Chronic kidney disease (CKD), which is more prevalent in women, and its high risk for cardiovascular disease (CVD) with nearly 50% of all deaths in CKD patients caused by CVD, is such a complex disease and its socio-economic burden is extremely high. This project will in this context focus on the gut-kidney axis and the role of the intestinal microbiome as important contributor to the genesis and evolution of CVD in CKD and as possible therapeutic target to improve outcome of CKD patients. For this purpose, microbiological culturing, fermentation, and bioinformatics approaches will be utilised in order to identify possible associations between specific bacterial members of intestinal microbiota in CKD patients and circulating (uraemic) metabolites (toxins).

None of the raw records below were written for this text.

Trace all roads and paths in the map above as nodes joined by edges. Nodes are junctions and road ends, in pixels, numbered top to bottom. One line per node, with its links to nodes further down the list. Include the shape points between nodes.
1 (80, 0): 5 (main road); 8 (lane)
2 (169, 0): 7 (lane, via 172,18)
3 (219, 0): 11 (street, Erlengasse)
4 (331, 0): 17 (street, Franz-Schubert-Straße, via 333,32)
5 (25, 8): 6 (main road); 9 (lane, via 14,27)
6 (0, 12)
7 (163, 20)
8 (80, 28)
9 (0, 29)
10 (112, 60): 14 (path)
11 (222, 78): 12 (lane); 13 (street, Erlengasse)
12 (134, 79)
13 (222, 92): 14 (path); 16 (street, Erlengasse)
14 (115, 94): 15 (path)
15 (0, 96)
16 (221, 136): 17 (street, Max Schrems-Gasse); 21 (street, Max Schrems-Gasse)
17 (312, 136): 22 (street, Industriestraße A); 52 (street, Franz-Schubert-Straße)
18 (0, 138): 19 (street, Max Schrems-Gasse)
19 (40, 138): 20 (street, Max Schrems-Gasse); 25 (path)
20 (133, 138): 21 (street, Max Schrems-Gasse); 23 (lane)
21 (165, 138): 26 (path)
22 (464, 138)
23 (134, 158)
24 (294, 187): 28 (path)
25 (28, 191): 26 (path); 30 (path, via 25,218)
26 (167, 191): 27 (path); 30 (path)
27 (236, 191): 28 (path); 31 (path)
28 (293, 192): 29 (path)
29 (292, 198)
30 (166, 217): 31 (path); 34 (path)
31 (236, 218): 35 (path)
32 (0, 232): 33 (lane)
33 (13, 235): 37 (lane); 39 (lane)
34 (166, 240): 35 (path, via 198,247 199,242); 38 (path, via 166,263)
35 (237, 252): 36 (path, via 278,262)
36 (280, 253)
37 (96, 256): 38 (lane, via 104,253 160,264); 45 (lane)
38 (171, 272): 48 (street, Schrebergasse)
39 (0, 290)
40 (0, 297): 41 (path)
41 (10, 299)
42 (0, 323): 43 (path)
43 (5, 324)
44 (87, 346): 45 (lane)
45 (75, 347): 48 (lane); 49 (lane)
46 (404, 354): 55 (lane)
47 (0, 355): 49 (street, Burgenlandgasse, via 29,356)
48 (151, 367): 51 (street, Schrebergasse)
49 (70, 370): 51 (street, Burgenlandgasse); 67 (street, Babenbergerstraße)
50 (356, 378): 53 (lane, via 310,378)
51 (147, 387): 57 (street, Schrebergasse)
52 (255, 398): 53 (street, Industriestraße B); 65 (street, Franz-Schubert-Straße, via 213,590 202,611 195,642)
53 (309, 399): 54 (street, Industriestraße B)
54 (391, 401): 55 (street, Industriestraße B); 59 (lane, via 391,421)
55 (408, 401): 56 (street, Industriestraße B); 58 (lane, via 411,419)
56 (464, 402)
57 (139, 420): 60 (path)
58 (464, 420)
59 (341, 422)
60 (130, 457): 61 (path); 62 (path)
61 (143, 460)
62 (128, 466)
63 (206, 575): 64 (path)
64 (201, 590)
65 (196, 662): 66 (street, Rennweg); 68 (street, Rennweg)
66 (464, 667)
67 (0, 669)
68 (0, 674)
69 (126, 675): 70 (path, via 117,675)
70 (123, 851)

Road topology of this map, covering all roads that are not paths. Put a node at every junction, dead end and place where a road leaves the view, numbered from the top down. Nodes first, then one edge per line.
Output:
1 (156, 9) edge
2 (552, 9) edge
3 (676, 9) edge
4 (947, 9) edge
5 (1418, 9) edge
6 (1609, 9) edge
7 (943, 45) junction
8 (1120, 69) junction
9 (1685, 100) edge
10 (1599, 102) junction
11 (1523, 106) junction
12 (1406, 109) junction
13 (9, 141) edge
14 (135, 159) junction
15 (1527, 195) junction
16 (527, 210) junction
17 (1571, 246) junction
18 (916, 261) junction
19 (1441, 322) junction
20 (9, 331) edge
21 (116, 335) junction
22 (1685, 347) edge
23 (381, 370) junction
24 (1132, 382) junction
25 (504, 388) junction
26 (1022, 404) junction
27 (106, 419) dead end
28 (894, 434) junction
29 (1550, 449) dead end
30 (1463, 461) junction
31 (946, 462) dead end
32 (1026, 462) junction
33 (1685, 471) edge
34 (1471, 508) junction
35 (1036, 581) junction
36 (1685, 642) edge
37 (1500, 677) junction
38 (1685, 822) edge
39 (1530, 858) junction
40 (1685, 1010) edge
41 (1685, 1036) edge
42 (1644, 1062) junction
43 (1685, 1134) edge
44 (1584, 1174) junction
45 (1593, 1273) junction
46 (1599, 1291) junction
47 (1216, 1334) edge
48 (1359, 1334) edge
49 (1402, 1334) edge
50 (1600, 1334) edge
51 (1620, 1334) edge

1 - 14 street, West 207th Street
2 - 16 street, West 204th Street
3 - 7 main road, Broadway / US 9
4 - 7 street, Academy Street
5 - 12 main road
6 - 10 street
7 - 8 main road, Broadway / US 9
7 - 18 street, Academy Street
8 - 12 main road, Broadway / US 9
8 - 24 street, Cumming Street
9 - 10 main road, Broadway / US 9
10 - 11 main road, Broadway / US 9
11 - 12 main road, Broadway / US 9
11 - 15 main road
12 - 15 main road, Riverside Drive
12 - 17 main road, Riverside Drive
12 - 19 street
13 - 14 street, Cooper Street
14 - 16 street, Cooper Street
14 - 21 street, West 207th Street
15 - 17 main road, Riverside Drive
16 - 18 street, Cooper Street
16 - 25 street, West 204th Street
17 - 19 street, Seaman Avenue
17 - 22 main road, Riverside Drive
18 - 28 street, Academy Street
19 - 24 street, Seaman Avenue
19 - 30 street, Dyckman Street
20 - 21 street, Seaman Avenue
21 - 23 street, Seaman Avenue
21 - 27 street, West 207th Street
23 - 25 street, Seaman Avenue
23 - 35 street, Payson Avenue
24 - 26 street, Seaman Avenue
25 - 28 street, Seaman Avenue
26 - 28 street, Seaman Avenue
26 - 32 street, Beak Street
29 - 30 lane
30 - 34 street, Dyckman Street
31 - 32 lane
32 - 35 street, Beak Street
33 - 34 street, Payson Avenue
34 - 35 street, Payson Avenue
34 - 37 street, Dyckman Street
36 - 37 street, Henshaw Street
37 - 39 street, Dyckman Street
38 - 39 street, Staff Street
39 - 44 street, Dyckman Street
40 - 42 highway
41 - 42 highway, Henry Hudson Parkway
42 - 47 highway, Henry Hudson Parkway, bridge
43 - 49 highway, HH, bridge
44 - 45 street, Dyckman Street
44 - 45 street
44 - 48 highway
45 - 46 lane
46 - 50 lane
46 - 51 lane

From the bioinformatics perspective, the impact of body fluid composition on microbiota will be studied in both data-driven and hypothesis- driven approaches. This will be coupled with validation of predicted associations and relationships using in vitro culture-based experiments. Therefore, the project will utilise a targeted isolation and anaerobic culturing of toxin-producing bacterial species from CKD faecal samples and co-culturing and metabolomic profiling of bacterial toxin-producers with their predicted positive/negative interacting species in a state-of-the-art parallelized microscale fermentation system. The outcome of this integrated bioinformatics and in vitro approach will yield a more profound understanding of the gut-kidney axis and identify possible routes for the testing and development of microbiome-based modulation strategies in CKD.